Thursday, August 15, 2019

Denver and the Recliner

Some things never make any sense. How could our house in Denver be so humid inside that the windows were covered in condensation?  Outside the winter winds howled and snow piled up against our concrete steps. The big plate glass windows that looked out onto the street would flex and rattle in the metal sashes. The winter wind would whistle through the gaps in the frame, leaving a thick trail of ice where the warmth of the room met the bitter cold wind.

When I first moved into this building, there were only three other people living here. Mona had been there the longest. It might have been her mom's place before we all started filling the empty rooms. Mona liked to make lentil soup. Don't ask me why. She was a terrible cook, but someone must have told her once that she made a good lentil soup. It was as flavorless as dishwater. Maybe she was afraid of salt. The rank smell of simmering lentils melted into the deep cobwebs above the kitchen cabinets. I would have married her if she had just found an onion and some garlic to add to the soup... instead the lentils came between us.

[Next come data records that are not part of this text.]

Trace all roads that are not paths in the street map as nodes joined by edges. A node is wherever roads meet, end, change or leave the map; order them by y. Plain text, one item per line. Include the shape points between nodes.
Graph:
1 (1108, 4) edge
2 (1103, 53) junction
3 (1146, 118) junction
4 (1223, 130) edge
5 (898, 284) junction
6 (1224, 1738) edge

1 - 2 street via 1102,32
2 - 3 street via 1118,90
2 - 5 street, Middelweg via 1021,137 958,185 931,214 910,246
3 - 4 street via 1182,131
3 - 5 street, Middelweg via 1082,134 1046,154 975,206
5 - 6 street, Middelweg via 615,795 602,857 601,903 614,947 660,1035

There was other stuff too.

Like the chair. The big recliner that took up so much space in the living room that it had to block part of the passage into the kitchen so that there was room for it to lay back. The davenport had probably been left behind by Mona's folks. The textured upholstery made up for being the ugliest charcoal grey. The patterned whorls gave fingers something to do when pondering the meaning of life in an overheated, over-humid house. Tracing the buzzcut fuzz between the thin piping was like reading a roadmap left by a blind surrealist. The patterns didn't go anywhere but there was meaning, somewhere in there. Or it was just old.

Laying in the recliner, I could feel the oppressive humidity soak into the fabrics of the room. Curtains that hung over our large picture window, draped with a languid sag that resembled an overgrown bath towel. That locker-room funk was there too. Mingled with the ever present smell of lentils having been cooked into mush. No amount of cumin was going to save these scorched lentils. Their mush was scorched into the pan, week after week. The Brillo pad had done nothing to remove the charred scarring, instead leaving newer, deeper scars for the burned beans to dig into.

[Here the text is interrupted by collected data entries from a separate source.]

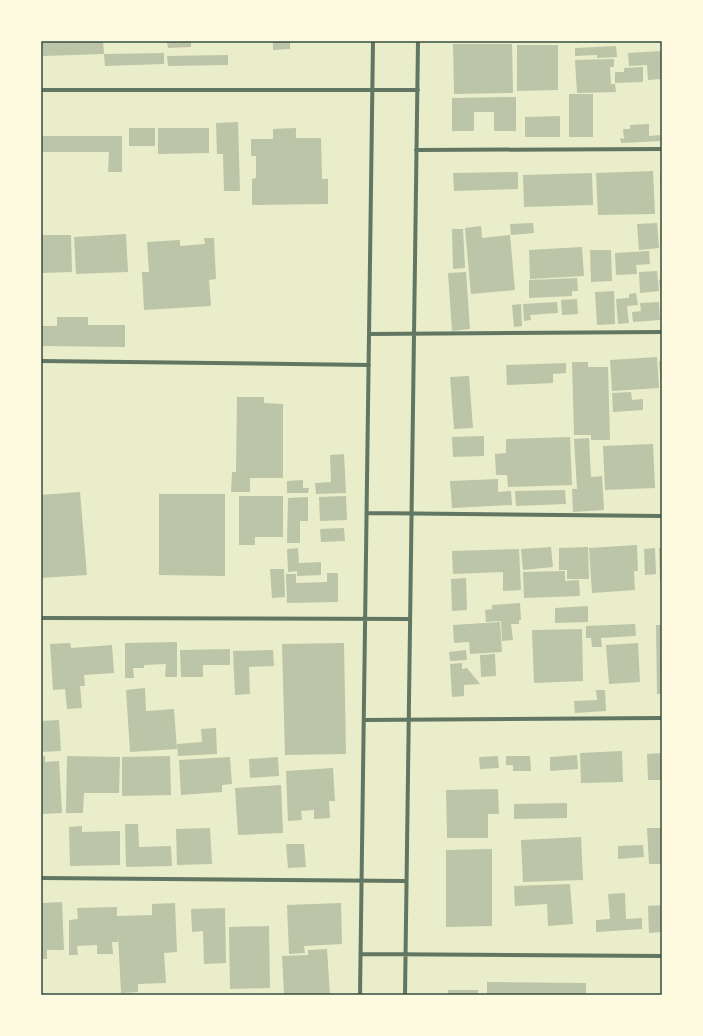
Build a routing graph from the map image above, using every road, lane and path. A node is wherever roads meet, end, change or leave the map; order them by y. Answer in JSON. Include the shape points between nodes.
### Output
{"nodes":[{"id":1,"x":373,"y":41,"type":"edge"},
{"id":2,"x":418,"y":41,"type":"edge"},
{"id":3,"x":41,"y":90,"type":"edge"},
{"id":4,"x":372,"y":90,"type":"junction"},
{"id":5,"x":418,"y":90,"type":"junction"},
{"id":6,"x":662,"y":149,"type":"edge"},
{"id":7,"x":416,"y":150,"type":"junction"},
{"id":8,"x":662,"y":332,"type":"edge"},
{"id":9,"x":369,"y":334,"type":"junction"},
{"id":10,"x":414,"y":334,"type":"junction"},
{"id":11,"x":41,"y":361,"type":"edge"},
{"id":12,"x":369,"y":365,"type":"junction"},
{"id":13,"x":367,"y":513,"type":"junction"},
{"id":14,"x":411,"y":514,"type":"junction"},
{"id":15,"x":662,"y":516,"type":"edge"},
{"id":16,"x":41,"y":618,"type":"edge"},
{"id":17,"x":366,"y":619,"type":"junction"},
{"id":18,"x":410,"y":619,"type":"junction"},
{"id":19,"x":662,"y":718,"type":"edge"},
{"id":20,"x":364,"y":720,"type":"junction"},
{"id":21,"x":408,"y":720,"type":"junction"},
{"id":22,"x":41,"y":878,"type":"edge"},
{"id":23,"x":362,"y":880,"type":"junction"},
{"id":24,"x":406,"y":881,"type":"junction"},
{"id":25,"x":361,"y":954,"type":"junction"},
{"id":26,"x":405,"y":954,"type":"junction"},
{"id":27,"x":662,"y":956,"type":"edge"},
{"id":28,"x":360,"y":995,"type":"edge"},
{"id":29,"x":405,"y":995,"type":"edge"}],
"edges":[{"from":1,"to":4,"type":"street"},
{"from":2,"to":5,"type":"street"},
{"from":3,"to":4,"type":"street"},
{"from":4,"to":5,"type":"street"},
{"from":4,"to":9,"type":"street"},
{"from":5,"to":7,"type":"street"},
{"from":6,"to":7,"type":"street"},
{"from":7,"to":10,"type":"street"},
{"from":8,"to":10,"type":"street"},
{"from":9,"to":10,"type":"street"},
{"from":9,"to":12,"type":"street"},
{"from":10,"to":14,"type":"street"},
{"from":11,"to":12,"type":"street"},
{"from":12,"to":13,"type":"street"},
{"from":13,"to":14,"type":"street"},
{"from":13,"to":17,"type":"street"},
{"from":14,"to":15,"type":"street"},
{"from":14,"to":18,"type":"street"},
{"from":16,"to":17,"type":"street"},
{"from":17,"to":18,"type":"street"},
{"from":17,"to":20,"type":"street"},
{"from":18,"to":21,"type":"street"},
{"from":19,"to":21,"type":"street"},
{"from":20,"to":21,"type":"street"},
{"from":20,"to":23,"type":"street"},
{"from":21,"to":24,"type":"street"},
{"from":22,"to":23,"type":"street"},
{"from":23,"to":24,"type":"street"},
{"from":23,"to":25,"type":"street"},
{"from":24,"to":26,"type":"street"},
{"from":25,"to":26,"type":"street"},
{"from":25,"to":28,"type":"street"},
{"from":26,"to":27,"type":"street"},
{"from":26,"to":29,"type":"street"}]}
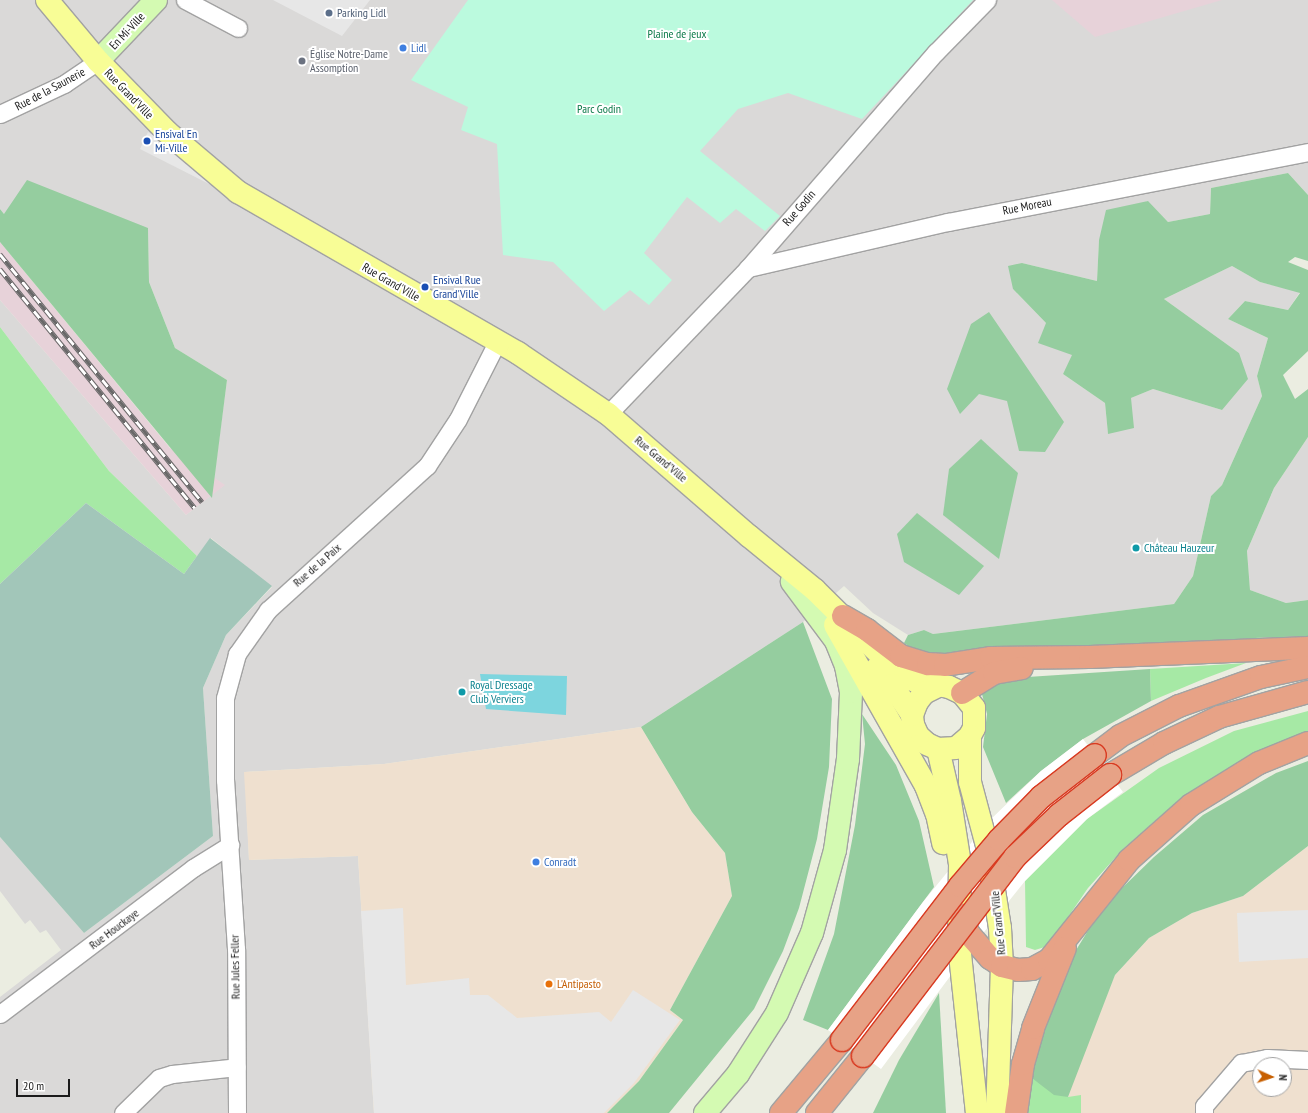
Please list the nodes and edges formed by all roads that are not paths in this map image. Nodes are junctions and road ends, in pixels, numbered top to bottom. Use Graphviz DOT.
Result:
graph roads {
  1 [pos="47,0"];
  2 [pos="156,0"];
  3 [pos="185,0"];
  4 [pos="987,0"];
  5 [pos="238,28"];
  6 [pos="98,61"];
  7 [pos="0,114"];
  8 [pos="1308,152"];
  9 [pos="748,268"];
  10 [pos="497,342"];
  11 [pos="608,414"];
  12 [pos="749,536"];
  13 [pos="792,582"];
  14 [pos="839,620"];
  15 [pos="1308,648"];
  16 [pos="1090,657"];
  17 [pos="1308,667"];
  18 [pos="936,687"];
  19 [pos="962,692"];
  20 [pos="1308,692"];
  21 [pos="912,715"];
  22 [pos="970,736"];
  23 [pos="1308,743"];
  24 [pos="938,749"];
  25 [pos="229,822"];
  26 [pos="230,845"];
  27 [pos="960,914"];
  28 [pos="1073,930"];
  29 [pos="959,945"];
  30 [pos="1002,966"];
  31 [pos="0,1014"];
  32 [pos="1308,1060"];
  33 [pos="237,1067"];
  34 [pos="123,1113"];
  35 [pos="237,1113"];
  36 [pos="706,1113"];
  37 [pos="781,1113"];
  38 [pos="817,1113"];
  39 [pos="977,1113"];
  40 [pos="997,1113"];
  41 [pos="1016,1113"];
  42 [pos="1204,1113"];
  1 -- 6 [label="main road, Rue Grand'Ville"];
  2 -- 6 [label="main road, En Mi-Ville"];
  3 -- 5 [label="street"];
  4 -- 9 [label="street, Rue Godin"];
  6 -- 7 [label="street, Rue de la Saunerie"];
  6 -- 10 [label="main road, Rue Grand'Ville"];
  8 -- 9 [label="street, Rue Moreau"];
  9 -- 11 [label="street, Rue Godin"];
  10 -- 11 [label="main road, Rue Grand'Ville"];
  10 -- 25 [label="street, Rue de la Paix"];
  11 -- 12 [label="main road, Rue Grand'Ville"];
  12 -- 13 [label="main road, Rue Grand'Ville"];
  12 -- 14 [label="main road, Rue Grand'Ville"];
  13 -- 14 [label="main road, Rue Grand'Ville"];
  13 -- 36 [label="main road"];
  14 -- 16 [label="highway"];
  14 -- 18 [label="main road, Rue Grand'Ville"];
  14 -- 21 [label="main road, Rue Grand'Ville"];
  14 -- 29 [label="main road"];
  15 -- 16 [label="highway"];
  16 -- 19 [label="highway"];
  17 -- 37 [label="highway, bridge"];
  18 -- 19 [label="main road, Rue Grand'Ville"];
  18 -- 21 [label="main road"];
  19 -- 22 [label="main road, Rue Grand'Ville"];
  20 -- 38 [label="highway, bridge"];
  21 -- 24 [label="main road, Rue Grand'Ville"];
  22 -- 24 [label="main road"];
  22 -- 30 [label="main road, Rue Grand'Ville"];
  23 -- 28 [label="highway"];
  24 -- 27 [label="main road"];
  25 -- 26 [label="street, Rue Jules Feller"];
  26 -- 31 [label="street, Rue Houckaye"];
  26 -- 33 [label="street, Rue Jules Feller"];
  27 -- 29 [label="main road"];
  27 -- 30 [label="highway"];
  28 -- 30 [label="highway"];
  28 -- 41 [label="highway"];
  29 -- 39 [label="main road"];
  30 -- 40 [label="main road, Rue Grand'Ville"];
  32 -- 42 [label="street"];
  33 -- 34 [label="street"];
  33 -- 35 [label="street, Rue Jules Feller"];
}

I felt bad for Mona. She wasn't a bad roommate. I just wish her membership to the co-op had been revoked.

I was thinking about the damp wet-sock smell that permeated our apartment on a long autumn afternoon. The fading light was trying to punch its way through our dirty picture window. The drapes held a momentary magical glow, like a saint dressed in a giant burgundy bathrobe. As the sun set further, the glow shifted and the shadows looked for places to settle in for the night.

As the lights in our apartment began to struggle against the thick dark, I found myself surprised by a new smell. Coming at me sideways, the smell was rank. For a moment I was pretty sure something had died. I hoped that the overpowering stench was coming from someone finally taking out the garbage. There was no one in the apartment with me. Just me, laying on the recliner, television on.... And the lentils simmering on and on.

Outside, the chill night air turned bitter and the winds picked up. Before long the howling winds started to rattle the big window. Hearing the high pitched screech of the autumn storm making its way through the tiny cracks in the window frame made the room feel suddenly cold. It wasn't long before the ice started to form along the bottom edge of the picture window. Soon the frost was creeping up the glass and playing checkers with the dust streaks and the cobwebs. No amount of cleaning could get the rime of filth off the window.

Bit by bit, the night pulled me further into that thick space between relaxed and dead-sleep. The television had given up on the news and had moved onto meaningless sitcoms that rhymed with the Toyota commercials that ran endlessly. By the time I was ready to roll myself into a ball in hopes of sliding into a deep sleep, the lights in the room had surrendered to the wet dark. More than anything else, I wanted to get up and pee before I fell too deep into sleep.

I rolled over, using the arm of the recliner to pull myself face up again. The foul stench smacked me in the face again. I knew it wasn't garbage. It wasn't the lentils this time either. It smelled like someone had opened a septic tank inside our living room.

Sitting upright, as much as I was able to, I found the source of the smell. The surgery had failed. The smell was my ostomy. The ostomy that saved my life. The colostomy that was just like my Aunt Lou.  The shock and the fear rolled over me with wave after wave of nausea. Aunt Lou standing in the kitchen, mumbling something about making goulash for Eddie and the kids. The sound of her slapping cards over and over in succession as she played solitaire. But she wasn't there. The room was empty. The lentils were gone from the stove. Mona was busy trying to change my sheets after having soaked them for the third time tonight. She wanted to apologize for the cold air as she ran a sponge over my feverish forehead, but I could only hear broken bits about her son's time in the Navy. The fan in the room was pointed directly at the foot of my bed. The horrible heat was breaking as I slowly felt a calm chill settle into my body. Mona turned off the television and told me one more story about her son getting his first tattoo for crossing the equator. I held onto the soft blankets, as much as I could as the room folded itself into a rough envelope and sealed itself shut. The shrill incessant beeping couldn't overpower the rough winds, still bashing the window. Slowly, sleep hugged me and I let go.